* **Task item**
Only what runs from the line with "All rights reserved.</text>" to the final line of the records below should be given again, word for word.

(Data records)
********

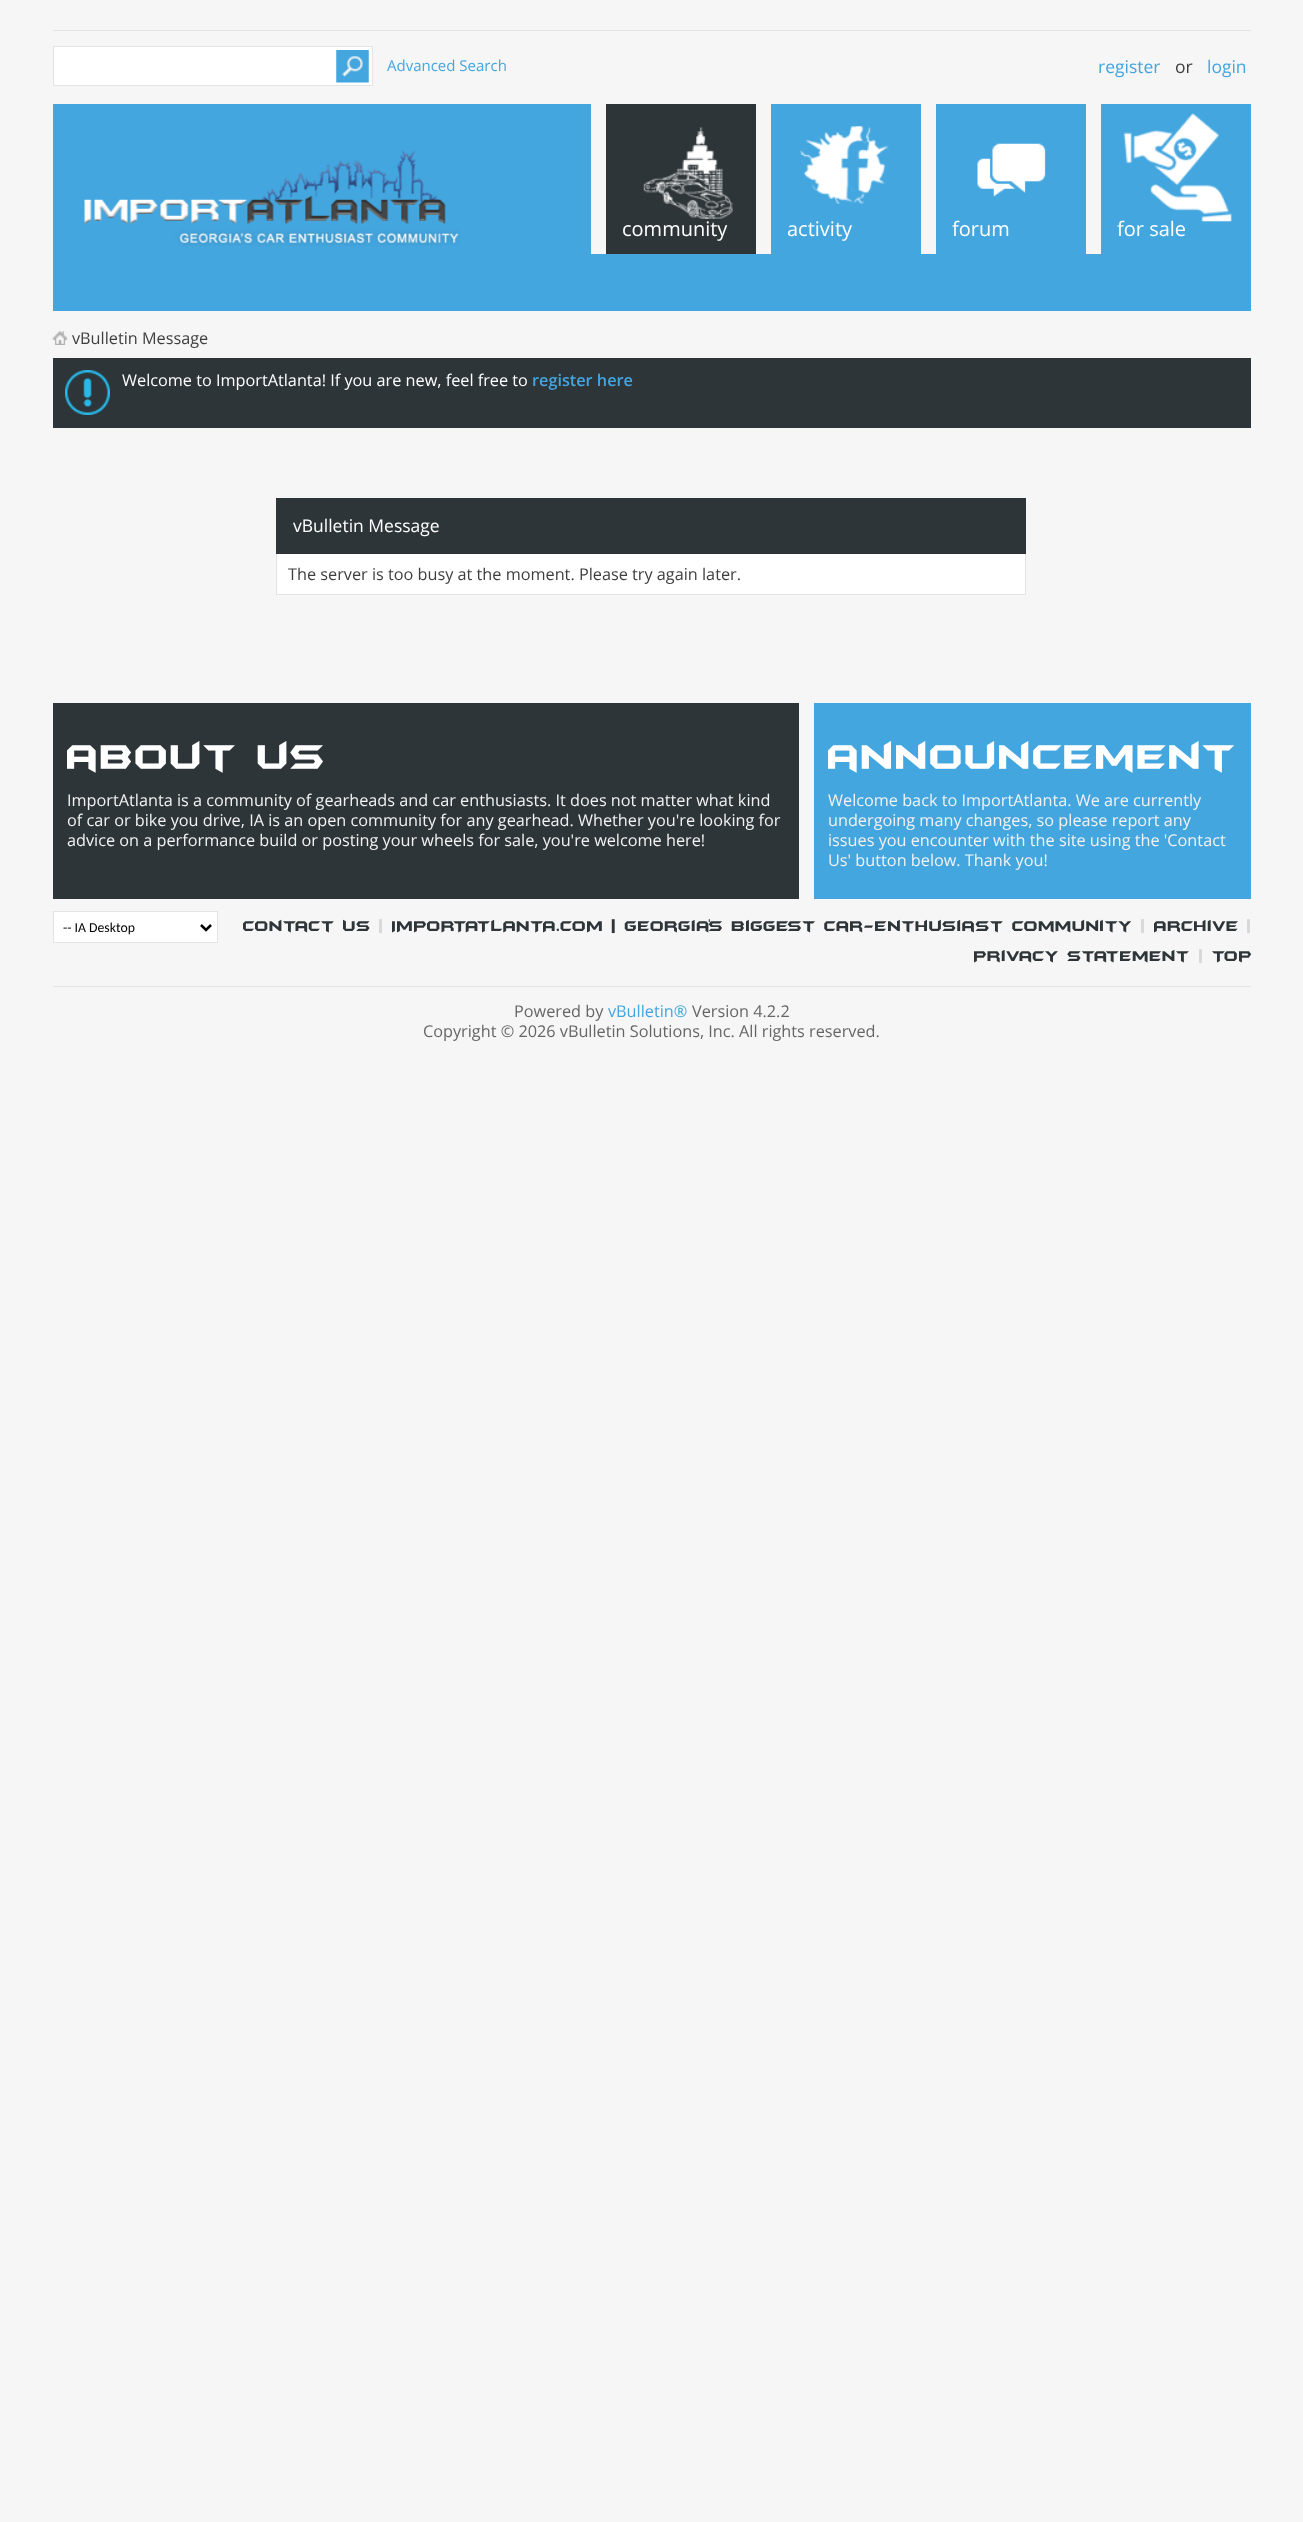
<?xml version="1.0" encoding="UTF-8"?>
<svg xmlns="http://www.w3.org/2000/svg" width="1303" height="2522">
    <rect width="100%" height="100%" fill="#F6F6F6"/>
    <rect x="53" y="30" width="1198" height="1" fill="#E4E4E4"/>
    <rect x="53.5" y="46.5" width="319" height="39" fill="#FFFFFF" stroke="#E4E4E4"/>
    <image x="336" y="50" width="33" height="33" href="img_01.png"/>
    <text x="387" y="71" font-family="Open Sans" font-size="15" fill="#43A6DF">Advanced Search</text>
    <text x="1098" y="73" font-family="Open Sans" font-size="17.5" fill="#43A6DF">register</text>
    <text x="1175" y="73" font-family="Open Sans" font-size="17.5" fill="#3E3E3E">or</text>
    <text x="1207" y="73" font-family="Open Sans" font-size="17.5" fill="#43A6DF">login</text>
    <rect x="53" y="104" width="1198" height="207" fill="#43A6DF"/>
    <image x="84" y="150" width="376" height="96" href="img_02.png"/>
    <rect x="591" y="104" width="15" height="150" fill="#F6F6F6"/>
    <rect x="606" y="104" width="150" height="150" fill="#2E3539"/>
    <image x="643" y="127" width="90" height="92" href="img_03.png"/>
    <text x="622" y="236" font-family="Open Sans" font-size="20" fill="#FFFFFF">community</text>
    <rect x="756" y="104" width="15" height="150" fill="#F6F6F6"/>
    <image x="800" y="126" width="89" height="78" href="img_04.png"/>
    <text x="787" y="236" font-family="Open Sans" font-size="20" fill="#FFFFFF">activity</text>
    <rect x="921" y="104" width="15" height="150" fill="#F6F6F6"/>
    <image x="977" y="143" width="69" height="54" href="img_05.png"/>
    <text x="952" y="236" font-family="Open Sans" font-size="20" fill="#FFFFFF">forum</text>
    <rect x="1086" y="104" width="15" height="150" fill="#F6F6F6"/>
    <image x="1123" y="113" width="109" height="109" href="img_06.png"/>
    <text x="1117" y="236" font-family="Open Sans" font-size="20" fill="#FFFFFF">for sale</text>
    <image x="52" y="331" width="16" height="14" href="img_07.png"/>
    <text x="72" y="344" font-family="Open Sans" font-size="16.25" fill="#3E3E3E">vBulletin Message</text>
    <rect x="53" y="358" width="1198" height="70" fill="#2E3539"/>
    <image x="65" y="370" width="45" height="45" href="img_08.png"/>
    <text x="122" y="386" font-family="Open Sans" font-size="16.25" fill="#FFFFFF">Welcome to ImportAtlanta! If you are new, feel free to</text>
    <text x="532" y="386" font-family="Open Sans" font-size="16.25" font-weight="600" fill="#43A6DF">register here</text>
    <rect x="276" y="498" width="750" height="56" fill="#2E3539"/>
    <text x="293" y="532" font-family="Open Sans" font-size="17.5" fill="#FFFFFF">vBulletin Message</text>
    <rect x="277" y="554" width="748" height="40" fill="#FFFFFF"/>
    <rect x="1025" y="554" width="1" height="41" fill="#E4E4E4"/>
    <rect x="276" y="594" width="750" height="1" fill="#E4E4E4"/>
    <rect x="276" y="554" width="1" height="41" fill="#E4E4E4"/>
    <text x="288" y="580" font-family="Open Sans" font-size="16.25" fill="#3E3E3E">The server is too busy at the moment. Please try again later.</text>
    <rect x="53" y="703" width="746" height="196" fill="#2E3539"/>
    <text x="67" y="769" font-family="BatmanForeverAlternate" font-size="40" fill="#FFFFFF">about us</text>
    <text font-family="Open Sans" font-size="16.25" fill="#F2F2F2">
        <tspan x="67" y="806">ImportAtlanta is a community of gearheads and car enthusiasts. It does not matter what kind</tspan>
        <tspan x="67" y="826">of car or bike you drive, IA is an open community for any gearhead. Whether you're looking for</tspan>
        <tspan x="67" y="846">advice on a performance build or posting your wheels for sale, you're welcome here!</tspan>
    </text>
    <rect x="814" y="703" width="437" height="196" fill="#43A6DF"/>
    <text x="828" y="769" font-family="BatmanForeverAlternate" font-size="40" fill="#FFFFFF">announcement</text>
    <text font-family="Open Sans" font-size="16.25" fill="#F2F2F2">
        <tspan x="828" y="806">Welcome back to ImportAtlanta. We are currently</tspan>
        <tspan x="828" y="826">undergoing many changes, so please report any</tspan>
        <tspan x="828" y="846">issues you encounter with the site using the 'Contact</tspan>
        <tspan x="828" y="866">Us' button below. Thank you!</tspan>
    </text>
    <rect x="53" y="986" width="1198" height="1" fill="#E4E4E4"/>
    <rect x="53.5" y="911.5" width="164" height="31" fill="#FFFFFF" stroke="#E4E4E4"/>
    <path d="M 201 925 L 206 930 L 211 925" fill="none" stroke="#000000" stroke-width="2.5"/>
    <text x="63" y="932" font-family="Carlito" font-size="13.75" fill="#000000">-- IA Desktop</text>
    <text x="243" y="931" font-family="BatmanForeverAlternate" font-size="16.25" fill="#2E3539">Contact Us</text>
    <text x="379" y="931" font-family="BatmanForeverAlternate" font-size="16.25" fill="#D8D8D8">|</text>
    <text x="392" y="931" font-family="BatmanForeverAlternate" font-size="16.25" fill="#2E3539">IMPORTATLANTA.COM | Georgia's biggest car-enthusiast community</text>
    <text x="1141" y="931" font-family="BatmanForeverAlternate" font-size="16.25" fill="#D8D8D8">|</text>
    <text x="1154" y="931" font-family="BatmanForeverAlternate" font-size="16.25" fill="#2E3539">Archive</text>
    <text x="1247" y="931" font-family="BatmanForeverAlternate" font-size="16.25" fill="#D8D8D8">|</text>
    <text x="974" y="961" font-family="BatmanForeverAlternate" font-size="16.25" fill="#2E3539">Privacy Statement</text>
    <text x="1199" y="961" font-family="BatmanForeverAlternate" font-size="16.25" fill="#D8D8D8">|</text>
    <text x="1212" y="961" font-family="BatmanForeverAlternate" font-size="16.25" fill="#2E3539">Top</text>
    <text x="514" y="1017" font-family="Open Sans" font-size="16.25" fill="#666666">Powered by</text>
    <text x="608" y="1017" font-family="Open Sans" font-size="16.25" fill="#43A6DF">vBulletin®</text>
    <text x="692" y="1017" font-family="Open Sans" font-size="16.25" fill="#666666">Version 4.2.2</text>
    <text x="423" y="1037" font-family="Open Sans" font-size="16.25" fill="#666666">Copyright © 2026 vBulletin Solutions, Inc. All rights reserved.</text>
</svg>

********

* **Problem solution**
    <text x="423" y="1037" font-family="Open Sans" font-size="16.25" fill="#666666">Copyright © 2026 vBulletin Solutions, Inc. All rights reserved.</text>
</svg>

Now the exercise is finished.